PROMPT. Among the lines of the records, find all that carry the word "Boulevard" and copy them.

RECORDS TO USE.
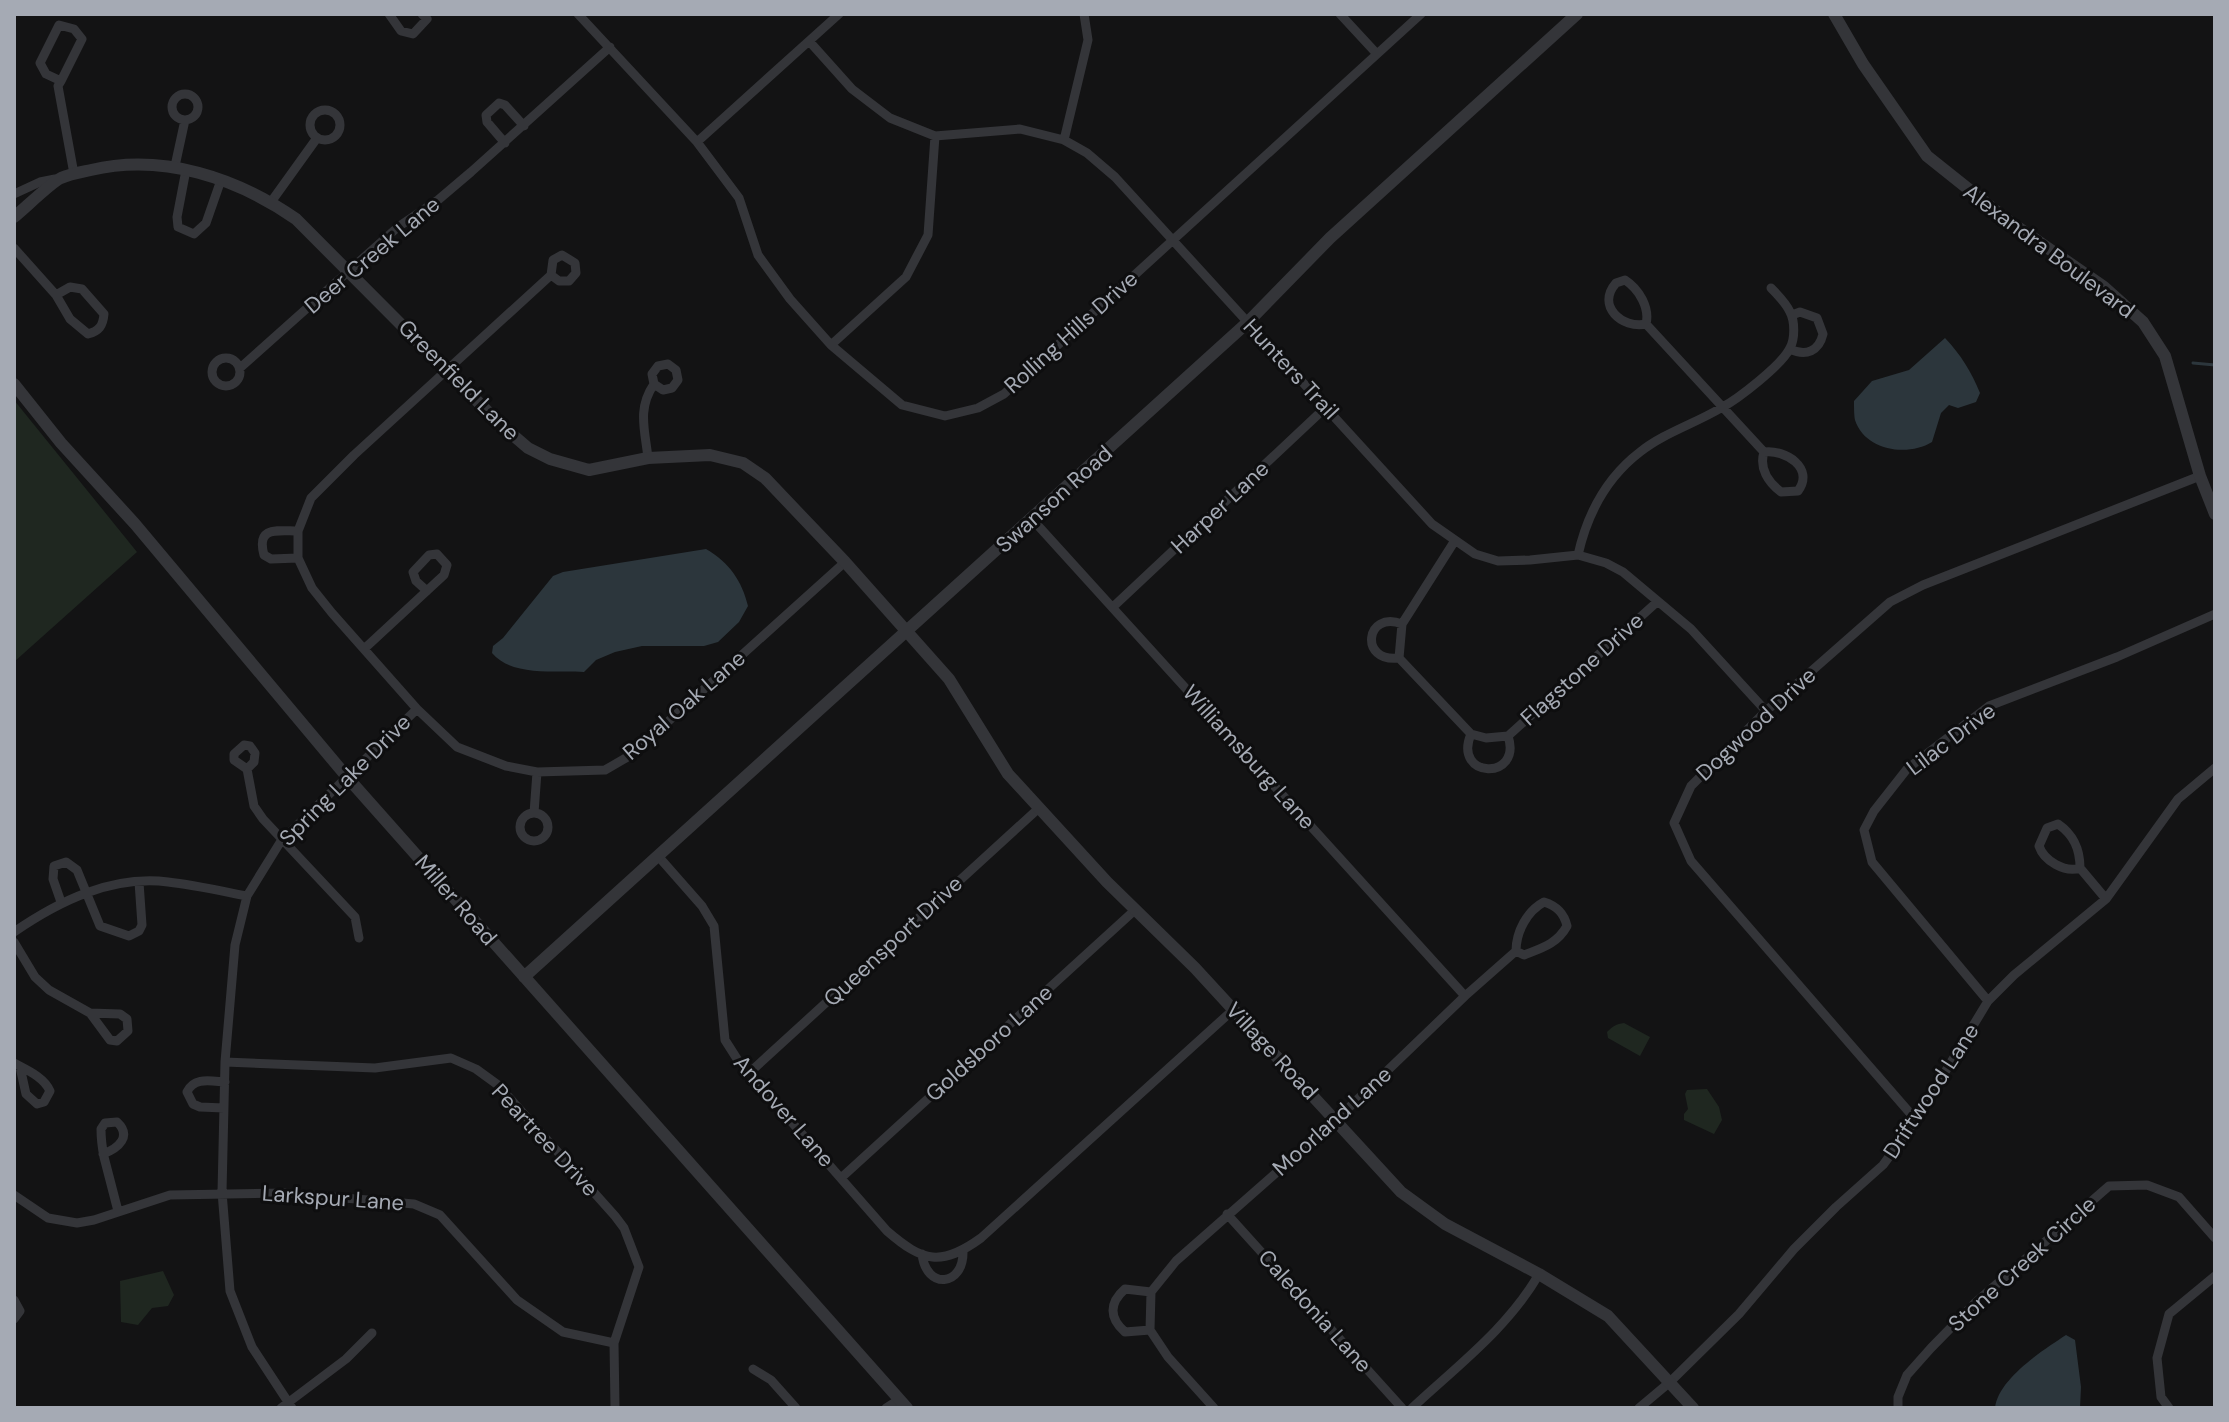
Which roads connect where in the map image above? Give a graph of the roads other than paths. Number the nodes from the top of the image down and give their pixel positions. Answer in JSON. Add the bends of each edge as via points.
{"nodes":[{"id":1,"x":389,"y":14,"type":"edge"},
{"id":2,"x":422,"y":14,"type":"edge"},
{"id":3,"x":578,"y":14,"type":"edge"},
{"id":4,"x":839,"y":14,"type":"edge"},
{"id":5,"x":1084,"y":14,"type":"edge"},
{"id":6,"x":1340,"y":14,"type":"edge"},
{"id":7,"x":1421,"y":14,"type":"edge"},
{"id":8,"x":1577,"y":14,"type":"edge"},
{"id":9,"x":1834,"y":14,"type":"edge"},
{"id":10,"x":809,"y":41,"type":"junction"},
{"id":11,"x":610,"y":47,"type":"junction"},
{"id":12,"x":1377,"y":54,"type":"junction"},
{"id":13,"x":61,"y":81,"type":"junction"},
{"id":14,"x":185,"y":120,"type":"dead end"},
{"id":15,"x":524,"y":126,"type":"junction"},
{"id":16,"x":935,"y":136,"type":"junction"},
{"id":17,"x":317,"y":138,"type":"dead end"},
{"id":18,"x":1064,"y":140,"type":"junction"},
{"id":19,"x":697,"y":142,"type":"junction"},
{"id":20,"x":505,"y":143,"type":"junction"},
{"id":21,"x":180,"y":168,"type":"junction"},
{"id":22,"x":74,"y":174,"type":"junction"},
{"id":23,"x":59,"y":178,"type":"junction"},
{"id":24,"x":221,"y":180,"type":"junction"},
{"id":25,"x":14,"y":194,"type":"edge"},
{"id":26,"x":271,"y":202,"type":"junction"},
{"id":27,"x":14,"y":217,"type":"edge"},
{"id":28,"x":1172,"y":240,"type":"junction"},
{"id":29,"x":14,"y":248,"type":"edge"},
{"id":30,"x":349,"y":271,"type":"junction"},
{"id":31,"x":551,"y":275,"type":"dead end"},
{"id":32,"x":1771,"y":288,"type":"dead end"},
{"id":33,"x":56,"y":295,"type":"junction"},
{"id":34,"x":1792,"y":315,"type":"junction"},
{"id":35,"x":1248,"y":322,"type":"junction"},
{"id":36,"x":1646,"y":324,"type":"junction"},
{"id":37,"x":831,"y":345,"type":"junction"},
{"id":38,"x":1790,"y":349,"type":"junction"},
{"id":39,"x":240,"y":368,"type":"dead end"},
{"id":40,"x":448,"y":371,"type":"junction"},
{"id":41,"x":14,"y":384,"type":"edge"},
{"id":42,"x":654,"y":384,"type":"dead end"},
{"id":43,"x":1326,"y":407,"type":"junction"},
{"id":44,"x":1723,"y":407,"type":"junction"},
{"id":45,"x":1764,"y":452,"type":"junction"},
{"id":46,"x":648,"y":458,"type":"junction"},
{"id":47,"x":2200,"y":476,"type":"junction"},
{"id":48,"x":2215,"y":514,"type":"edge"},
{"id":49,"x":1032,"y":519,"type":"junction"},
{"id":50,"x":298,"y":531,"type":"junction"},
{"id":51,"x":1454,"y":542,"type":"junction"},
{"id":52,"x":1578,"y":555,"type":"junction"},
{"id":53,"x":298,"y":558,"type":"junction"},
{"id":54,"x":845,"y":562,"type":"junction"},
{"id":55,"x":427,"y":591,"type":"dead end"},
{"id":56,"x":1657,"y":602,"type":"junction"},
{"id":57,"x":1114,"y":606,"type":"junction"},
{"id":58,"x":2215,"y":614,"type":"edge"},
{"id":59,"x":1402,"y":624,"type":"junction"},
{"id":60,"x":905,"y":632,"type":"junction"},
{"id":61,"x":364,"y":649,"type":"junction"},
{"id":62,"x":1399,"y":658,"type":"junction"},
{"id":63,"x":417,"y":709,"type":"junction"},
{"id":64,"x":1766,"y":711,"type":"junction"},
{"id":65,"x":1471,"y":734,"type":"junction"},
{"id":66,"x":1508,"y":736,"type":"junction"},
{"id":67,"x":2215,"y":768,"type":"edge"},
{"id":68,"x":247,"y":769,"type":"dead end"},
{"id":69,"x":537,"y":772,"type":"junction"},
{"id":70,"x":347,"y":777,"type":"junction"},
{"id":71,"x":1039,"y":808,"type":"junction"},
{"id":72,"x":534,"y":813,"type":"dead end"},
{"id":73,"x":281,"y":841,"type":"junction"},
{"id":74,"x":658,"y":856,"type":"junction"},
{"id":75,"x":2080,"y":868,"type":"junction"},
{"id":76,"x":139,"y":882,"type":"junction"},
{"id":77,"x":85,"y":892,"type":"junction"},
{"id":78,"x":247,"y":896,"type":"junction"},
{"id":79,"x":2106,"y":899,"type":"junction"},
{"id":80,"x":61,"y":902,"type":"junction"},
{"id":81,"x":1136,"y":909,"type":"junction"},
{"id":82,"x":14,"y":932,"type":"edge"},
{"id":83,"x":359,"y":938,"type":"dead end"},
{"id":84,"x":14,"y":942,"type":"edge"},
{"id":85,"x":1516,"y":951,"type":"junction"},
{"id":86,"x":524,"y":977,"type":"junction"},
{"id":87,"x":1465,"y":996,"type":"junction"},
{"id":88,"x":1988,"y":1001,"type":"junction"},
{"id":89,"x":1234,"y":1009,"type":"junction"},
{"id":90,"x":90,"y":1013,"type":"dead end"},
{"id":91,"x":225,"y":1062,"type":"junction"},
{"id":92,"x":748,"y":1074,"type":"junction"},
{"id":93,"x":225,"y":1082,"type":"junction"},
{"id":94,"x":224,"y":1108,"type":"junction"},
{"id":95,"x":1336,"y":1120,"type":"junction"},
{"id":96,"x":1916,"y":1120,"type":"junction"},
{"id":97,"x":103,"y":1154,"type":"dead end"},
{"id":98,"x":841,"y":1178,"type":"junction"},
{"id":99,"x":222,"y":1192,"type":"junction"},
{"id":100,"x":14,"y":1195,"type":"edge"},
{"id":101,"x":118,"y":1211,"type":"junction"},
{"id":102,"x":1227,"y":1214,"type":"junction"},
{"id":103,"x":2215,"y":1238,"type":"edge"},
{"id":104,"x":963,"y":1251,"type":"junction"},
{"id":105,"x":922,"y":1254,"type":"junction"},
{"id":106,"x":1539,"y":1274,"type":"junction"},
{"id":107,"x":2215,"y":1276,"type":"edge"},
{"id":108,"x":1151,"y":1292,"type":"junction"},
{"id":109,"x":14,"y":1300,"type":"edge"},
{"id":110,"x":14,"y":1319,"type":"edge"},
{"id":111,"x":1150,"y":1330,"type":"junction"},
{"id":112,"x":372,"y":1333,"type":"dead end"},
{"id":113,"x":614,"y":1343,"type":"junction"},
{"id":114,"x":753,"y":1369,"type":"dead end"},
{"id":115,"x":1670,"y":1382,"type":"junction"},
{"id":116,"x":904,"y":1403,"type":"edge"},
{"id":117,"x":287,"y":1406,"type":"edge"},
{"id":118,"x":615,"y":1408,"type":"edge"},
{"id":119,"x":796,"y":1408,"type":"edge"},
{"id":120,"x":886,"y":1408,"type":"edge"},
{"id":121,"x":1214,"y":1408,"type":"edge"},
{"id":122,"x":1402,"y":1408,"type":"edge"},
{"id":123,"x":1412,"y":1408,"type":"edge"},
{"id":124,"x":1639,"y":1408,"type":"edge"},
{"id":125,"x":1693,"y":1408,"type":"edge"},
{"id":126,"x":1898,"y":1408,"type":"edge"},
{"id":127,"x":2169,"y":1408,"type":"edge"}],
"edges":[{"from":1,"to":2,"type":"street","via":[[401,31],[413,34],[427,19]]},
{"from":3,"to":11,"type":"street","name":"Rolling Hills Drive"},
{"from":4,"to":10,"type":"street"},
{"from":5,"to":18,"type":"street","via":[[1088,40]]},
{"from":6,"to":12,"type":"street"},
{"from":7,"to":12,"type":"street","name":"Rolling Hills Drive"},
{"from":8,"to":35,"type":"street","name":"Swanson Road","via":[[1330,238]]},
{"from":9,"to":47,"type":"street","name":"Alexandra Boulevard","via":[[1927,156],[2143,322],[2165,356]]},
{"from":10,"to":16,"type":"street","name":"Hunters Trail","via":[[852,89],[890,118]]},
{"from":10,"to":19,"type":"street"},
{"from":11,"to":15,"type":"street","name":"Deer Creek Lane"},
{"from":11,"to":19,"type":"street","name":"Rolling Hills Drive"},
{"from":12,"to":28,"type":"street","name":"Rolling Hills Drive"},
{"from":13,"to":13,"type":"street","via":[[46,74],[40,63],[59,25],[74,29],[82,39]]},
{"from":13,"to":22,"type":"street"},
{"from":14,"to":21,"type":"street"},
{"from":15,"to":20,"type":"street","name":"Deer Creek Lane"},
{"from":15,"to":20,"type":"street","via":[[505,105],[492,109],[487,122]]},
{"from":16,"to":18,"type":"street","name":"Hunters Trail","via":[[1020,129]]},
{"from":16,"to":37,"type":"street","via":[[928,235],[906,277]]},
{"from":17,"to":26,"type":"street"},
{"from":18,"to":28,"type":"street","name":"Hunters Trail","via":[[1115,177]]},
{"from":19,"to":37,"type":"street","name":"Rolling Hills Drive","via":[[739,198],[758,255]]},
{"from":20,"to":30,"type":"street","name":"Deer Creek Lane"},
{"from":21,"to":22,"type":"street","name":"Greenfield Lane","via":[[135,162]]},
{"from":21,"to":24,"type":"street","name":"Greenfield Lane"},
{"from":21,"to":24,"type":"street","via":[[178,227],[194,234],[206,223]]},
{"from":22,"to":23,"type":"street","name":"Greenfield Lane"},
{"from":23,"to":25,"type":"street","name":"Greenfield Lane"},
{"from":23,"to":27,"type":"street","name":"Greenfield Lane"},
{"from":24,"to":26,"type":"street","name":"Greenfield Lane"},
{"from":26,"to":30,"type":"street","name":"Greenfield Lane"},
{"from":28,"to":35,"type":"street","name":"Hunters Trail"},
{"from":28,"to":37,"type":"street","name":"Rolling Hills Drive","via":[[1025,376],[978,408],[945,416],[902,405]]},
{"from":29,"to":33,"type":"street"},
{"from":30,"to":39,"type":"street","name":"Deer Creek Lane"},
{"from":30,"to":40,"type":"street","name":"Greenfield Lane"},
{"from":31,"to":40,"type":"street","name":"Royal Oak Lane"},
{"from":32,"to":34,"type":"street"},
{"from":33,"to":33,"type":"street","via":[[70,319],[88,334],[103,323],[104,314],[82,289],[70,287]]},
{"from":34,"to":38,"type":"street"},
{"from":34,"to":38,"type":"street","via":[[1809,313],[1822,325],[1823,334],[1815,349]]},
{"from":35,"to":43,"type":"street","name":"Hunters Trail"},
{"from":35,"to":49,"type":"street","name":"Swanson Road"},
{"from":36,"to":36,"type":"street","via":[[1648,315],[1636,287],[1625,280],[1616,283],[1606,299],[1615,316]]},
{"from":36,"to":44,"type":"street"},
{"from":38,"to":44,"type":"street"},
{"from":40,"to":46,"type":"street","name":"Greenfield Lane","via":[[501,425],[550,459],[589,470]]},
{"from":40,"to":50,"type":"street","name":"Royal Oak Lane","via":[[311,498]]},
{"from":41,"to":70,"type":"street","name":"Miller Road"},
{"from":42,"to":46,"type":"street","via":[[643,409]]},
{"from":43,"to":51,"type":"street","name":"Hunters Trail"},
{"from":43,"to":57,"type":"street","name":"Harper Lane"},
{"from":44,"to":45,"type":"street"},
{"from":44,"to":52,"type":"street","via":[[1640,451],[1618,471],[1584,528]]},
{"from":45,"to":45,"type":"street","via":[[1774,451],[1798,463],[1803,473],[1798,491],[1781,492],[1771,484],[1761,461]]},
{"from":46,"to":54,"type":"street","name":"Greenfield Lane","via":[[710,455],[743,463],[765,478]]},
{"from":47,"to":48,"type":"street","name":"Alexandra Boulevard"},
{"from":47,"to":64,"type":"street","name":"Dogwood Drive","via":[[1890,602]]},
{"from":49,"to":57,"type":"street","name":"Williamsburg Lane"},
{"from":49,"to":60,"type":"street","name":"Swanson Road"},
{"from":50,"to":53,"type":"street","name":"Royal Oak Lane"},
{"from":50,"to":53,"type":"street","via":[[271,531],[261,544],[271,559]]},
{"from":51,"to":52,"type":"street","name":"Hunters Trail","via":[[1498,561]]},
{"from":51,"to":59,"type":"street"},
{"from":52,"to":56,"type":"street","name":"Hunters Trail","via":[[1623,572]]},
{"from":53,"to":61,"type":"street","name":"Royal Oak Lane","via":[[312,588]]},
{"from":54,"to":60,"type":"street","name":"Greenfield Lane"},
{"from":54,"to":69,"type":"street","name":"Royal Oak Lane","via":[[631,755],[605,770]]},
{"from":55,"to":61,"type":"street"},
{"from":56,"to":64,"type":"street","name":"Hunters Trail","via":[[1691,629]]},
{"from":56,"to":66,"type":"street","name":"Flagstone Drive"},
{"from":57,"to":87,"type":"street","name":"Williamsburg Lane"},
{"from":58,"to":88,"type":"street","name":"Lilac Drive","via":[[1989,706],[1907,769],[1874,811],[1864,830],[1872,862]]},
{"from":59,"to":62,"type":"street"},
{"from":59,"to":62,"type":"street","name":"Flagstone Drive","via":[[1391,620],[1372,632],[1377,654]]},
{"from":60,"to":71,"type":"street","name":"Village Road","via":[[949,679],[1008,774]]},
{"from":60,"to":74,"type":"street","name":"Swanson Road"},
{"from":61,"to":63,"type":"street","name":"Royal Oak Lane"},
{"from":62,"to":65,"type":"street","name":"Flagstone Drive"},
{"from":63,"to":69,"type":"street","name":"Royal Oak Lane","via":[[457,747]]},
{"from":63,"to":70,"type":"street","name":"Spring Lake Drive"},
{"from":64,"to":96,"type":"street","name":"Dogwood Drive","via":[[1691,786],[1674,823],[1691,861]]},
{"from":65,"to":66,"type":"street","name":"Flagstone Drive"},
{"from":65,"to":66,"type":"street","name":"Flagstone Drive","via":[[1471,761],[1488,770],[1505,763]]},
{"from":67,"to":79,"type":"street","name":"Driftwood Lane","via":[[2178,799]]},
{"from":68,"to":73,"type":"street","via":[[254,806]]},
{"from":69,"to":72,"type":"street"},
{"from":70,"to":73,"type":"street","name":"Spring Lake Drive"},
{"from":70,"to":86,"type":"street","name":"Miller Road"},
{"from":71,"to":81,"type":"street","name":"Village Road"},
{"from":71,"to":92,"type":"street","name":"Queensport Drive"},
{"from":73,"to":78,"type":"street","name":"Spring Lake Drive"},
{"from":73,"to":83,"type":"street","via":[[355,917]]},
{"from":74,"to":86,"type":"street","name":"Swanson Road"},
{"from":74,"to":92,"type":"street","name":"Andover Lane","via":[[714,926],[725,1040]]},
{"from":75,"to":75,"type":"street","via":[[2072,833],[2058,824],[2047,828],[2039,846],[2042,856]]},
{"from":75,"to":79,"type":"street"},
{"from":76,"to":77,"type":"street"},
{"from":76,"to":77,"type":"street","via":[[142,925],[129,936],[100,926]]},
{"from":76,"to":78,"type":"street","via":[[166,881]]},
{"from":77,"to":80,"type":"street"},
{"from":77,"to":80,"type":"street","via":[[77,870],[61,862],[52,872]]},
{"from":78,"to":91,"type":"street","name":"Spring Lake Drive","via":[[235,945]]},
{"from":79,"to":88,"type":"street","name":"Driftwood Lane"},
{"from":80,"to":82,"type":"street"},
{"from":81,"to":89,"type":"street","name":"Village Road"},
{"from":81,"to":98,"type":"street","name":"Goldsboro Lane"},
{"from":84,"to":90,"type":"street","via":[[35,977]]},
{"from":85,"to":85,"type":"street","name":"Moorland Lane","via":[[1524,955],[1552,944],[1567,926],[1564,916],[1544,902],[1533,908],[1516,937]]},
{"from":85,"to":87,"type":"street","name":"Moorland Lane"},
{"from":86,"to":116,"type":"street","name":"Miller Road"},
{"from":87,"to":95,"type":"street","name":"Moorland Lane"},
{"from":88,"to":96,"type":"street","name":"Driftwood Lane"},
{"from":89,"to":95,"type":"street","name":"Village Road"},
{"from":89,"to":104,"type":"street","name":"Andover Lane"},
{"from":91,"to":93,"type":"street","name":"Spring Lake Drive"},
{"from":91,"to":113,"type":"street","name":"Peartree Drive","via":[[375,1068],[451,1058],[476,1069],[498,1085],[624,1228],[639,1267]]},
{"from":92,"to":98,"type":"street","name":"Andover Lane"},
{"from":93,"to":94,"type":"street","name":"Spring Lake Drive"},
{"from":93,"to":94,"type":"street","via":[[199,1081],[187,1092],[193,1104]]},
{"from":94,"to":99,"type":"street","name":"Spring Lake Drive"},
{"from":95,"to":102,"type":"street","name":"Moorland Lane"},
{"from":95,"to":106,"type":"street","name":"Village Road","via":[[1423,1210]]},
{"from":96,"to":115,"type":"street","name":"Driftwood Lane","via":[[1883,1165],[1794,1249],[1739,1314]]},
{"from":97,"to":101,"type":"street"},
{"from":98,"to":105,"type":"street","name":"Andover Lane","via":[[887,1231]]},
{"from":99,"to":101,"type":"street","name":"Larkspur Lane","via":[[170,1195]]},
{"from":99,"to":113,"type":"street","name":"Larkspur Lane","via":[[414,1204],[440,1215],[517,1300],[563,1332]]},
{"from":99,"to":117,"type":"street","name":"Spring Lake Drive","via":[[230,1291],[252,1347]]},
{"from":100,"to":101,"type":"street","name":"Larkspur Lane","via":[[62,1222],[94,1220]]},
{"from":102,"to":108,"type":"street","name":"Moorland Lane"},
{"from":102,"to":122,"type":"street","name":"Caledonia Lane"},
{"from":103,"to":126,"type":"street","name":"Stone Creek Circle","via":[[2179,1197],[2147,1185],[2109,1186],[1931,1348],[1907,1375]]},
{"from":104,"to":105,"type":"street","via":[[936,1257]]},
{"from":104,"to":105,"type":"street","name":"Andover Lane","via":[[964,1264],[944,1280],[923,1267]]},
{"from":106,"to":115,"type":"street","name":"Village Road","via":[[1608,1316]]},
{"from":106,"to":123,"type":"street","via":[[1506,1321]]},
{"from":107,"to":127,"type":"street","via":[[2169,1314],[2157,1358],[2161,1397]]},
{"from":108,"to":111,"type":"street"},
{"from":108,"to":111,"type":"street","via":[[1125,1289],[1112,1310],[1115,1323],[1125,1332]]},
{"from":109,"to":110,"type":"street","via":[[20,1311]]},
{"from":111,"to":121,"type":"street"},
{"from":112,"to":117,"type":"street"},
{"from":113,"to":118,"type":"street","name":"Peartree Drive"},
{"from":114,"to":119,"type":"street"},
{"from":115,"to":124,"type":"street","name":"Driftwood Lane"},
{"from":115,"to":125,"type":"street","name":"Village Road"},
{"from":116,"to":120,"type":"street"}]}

FINISHED TASK.
{"from":9,"to":47,"type":"street","name":"Alexandra Boulevard","via":[[1927,156],[2143,322],[2165,356]]},
{"from":47,"to":48,"type":"street","name":"Alexandra Boulevard"},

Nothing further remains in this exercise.